Tally the lines of the records below that include the word "West", and write down only that tally.
##### Supplied records #####
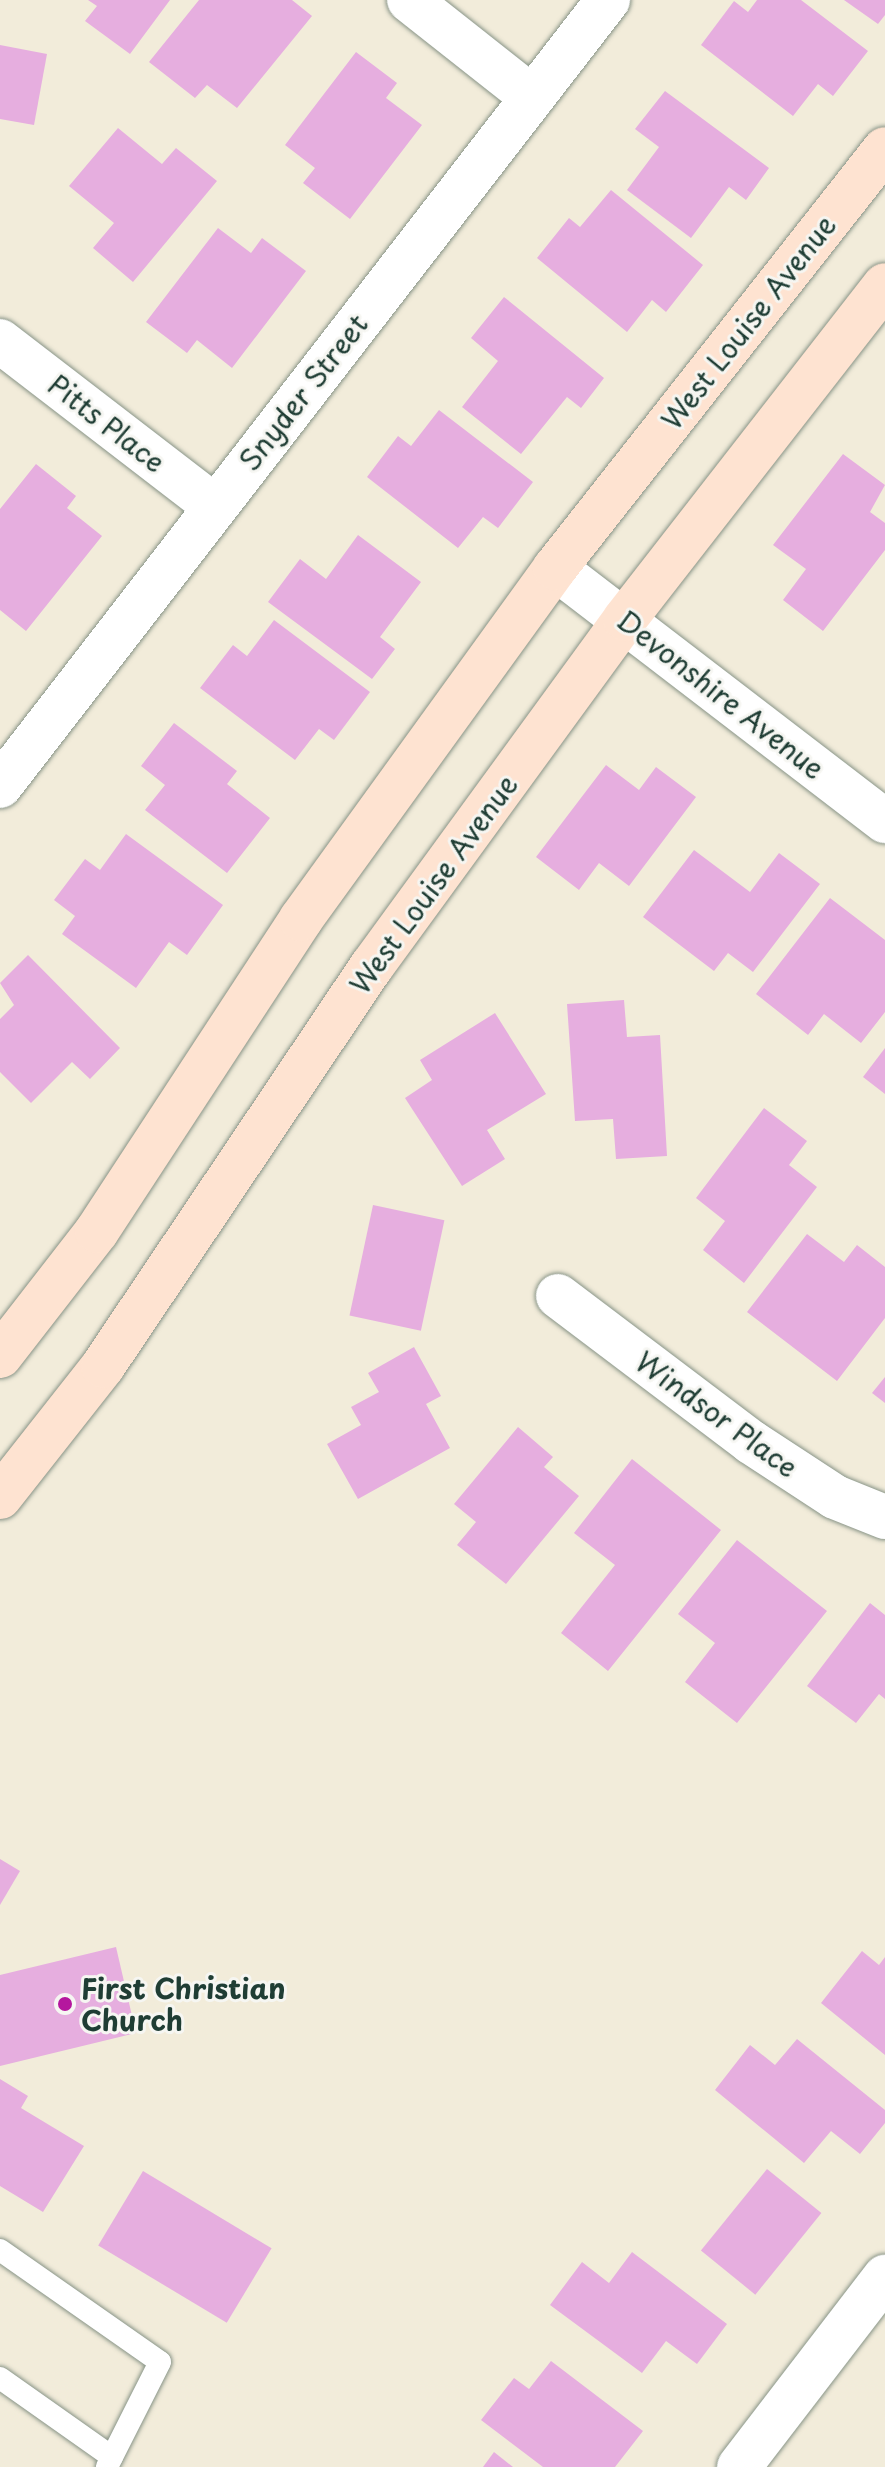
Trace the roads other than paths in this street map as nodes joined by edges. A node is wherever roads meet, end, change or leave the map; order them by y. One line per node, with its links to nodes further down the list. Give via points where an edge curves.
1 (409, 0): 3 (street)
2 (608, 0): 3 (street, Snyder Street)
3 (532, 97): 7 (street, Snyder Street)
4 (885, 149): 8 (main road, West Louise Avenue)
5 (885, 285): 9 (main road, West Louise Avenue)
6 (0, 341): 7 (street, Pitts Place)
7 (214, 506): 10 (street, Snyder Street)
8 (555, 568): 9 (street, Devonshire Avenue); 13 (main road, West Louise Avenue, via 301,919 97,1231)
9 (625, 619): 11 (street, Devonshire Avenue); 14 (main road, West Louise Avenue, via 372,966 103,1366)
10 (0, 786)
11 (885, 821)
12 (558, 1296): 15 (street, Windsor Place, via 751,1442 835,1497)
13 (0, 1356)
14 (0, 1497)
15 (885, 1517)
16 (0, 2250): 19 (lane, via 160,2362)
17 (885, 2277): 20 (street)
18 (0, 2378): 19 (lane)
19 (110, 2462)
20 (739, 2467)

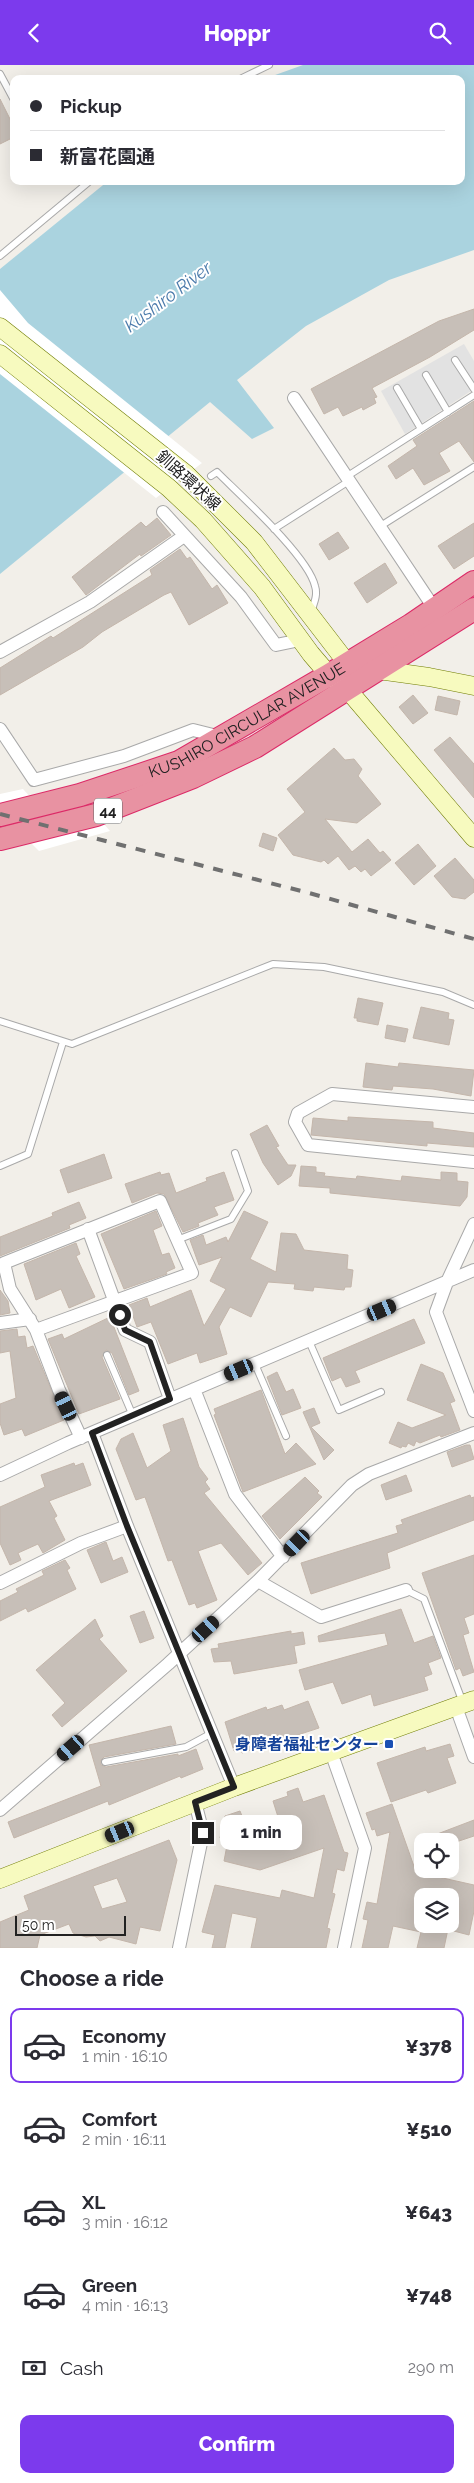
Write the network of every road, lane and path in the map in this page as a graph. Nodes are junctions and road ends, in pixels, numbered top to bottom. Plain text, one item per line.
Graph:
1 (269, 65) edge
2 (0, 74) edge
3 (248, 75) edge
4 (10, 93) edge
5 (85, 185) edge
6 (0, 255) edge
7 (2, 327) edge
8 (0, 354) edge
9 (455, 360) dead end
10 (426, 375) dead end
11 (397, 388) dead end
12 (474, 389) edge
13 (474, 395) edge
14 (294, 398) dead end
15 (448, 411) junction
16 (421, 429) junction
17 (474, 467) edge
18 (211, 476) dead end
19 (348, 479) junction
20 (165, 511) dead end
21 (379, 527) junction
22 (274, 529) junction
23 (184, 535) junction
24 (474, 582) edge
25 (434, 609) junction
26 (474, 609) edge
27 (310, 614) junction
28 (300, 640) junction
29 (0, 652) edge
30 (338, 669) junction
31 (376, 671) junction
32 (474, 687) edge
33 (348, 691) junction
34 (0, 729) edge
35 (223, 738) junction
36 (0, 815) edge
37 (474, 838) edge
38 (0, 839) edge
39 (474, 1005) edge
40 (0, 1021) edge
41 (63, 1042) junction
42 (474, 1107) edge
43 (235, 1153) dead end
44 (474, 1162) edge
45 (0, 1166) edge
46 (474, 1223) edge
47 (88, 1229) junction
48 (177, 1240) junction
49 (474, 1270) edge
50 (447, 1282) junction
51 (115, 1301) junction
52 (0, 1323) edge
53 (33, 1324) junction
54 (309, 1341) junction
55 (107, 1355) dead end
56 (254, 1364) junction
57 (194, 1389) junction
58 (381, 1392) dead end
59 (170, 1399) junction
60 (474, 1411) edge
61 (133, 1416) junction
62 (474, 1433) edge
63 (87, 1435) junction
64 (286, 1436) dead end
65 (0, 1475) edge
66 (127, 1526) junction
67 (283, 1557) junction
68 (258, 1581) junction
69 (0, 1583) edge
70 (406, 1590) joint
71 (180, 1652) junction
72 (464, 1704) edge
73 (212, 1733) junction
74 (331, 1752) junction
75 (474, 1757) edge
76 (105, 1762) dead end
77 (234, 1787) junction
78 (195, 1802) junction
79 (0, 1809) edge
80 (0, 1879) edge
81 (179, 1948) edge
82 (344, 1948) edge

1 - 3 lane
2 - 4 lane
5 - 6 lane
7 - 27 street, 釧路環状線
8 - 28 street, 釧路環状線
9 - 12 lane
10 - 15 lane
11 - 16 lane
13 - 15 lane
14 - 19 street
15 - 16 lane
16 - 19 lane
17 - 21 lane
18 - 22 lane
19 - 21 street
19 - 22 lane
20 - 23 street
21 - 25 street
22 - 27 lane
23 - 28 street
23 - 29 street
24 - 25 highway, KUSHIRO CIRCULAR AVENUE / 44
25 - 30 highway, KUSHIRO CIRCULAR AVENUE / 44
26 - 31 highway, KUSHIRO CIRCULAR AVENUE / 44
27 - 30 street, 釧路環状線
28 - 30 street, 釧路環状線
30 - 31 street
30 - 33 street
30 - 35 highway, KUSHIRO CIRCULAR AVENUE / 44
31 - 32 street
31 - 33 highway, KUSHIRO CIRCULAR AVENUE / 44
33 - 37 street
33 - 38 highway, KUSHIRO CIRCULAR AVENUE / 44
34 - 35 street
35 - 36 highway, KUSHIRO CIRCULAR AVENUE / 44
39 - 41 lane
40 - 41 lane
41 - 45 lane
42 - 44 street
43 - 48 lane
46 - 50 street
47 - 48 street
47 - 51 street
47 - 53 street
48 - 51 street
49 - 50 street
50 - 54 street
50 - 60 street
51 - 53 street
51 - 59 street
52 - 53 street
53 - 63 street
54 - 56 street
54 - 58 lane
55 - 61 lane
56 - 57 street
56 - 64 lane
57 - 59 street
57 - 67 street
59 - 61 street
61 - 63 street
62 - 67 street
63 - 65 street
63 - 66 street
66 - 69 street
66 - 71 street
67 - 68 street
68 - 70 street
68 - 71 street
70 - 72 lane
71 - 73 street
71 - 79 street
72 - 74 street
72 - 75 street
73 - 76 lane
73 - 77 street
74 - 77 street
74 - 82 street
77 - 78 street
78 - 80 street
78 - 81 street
#####
Reply: 4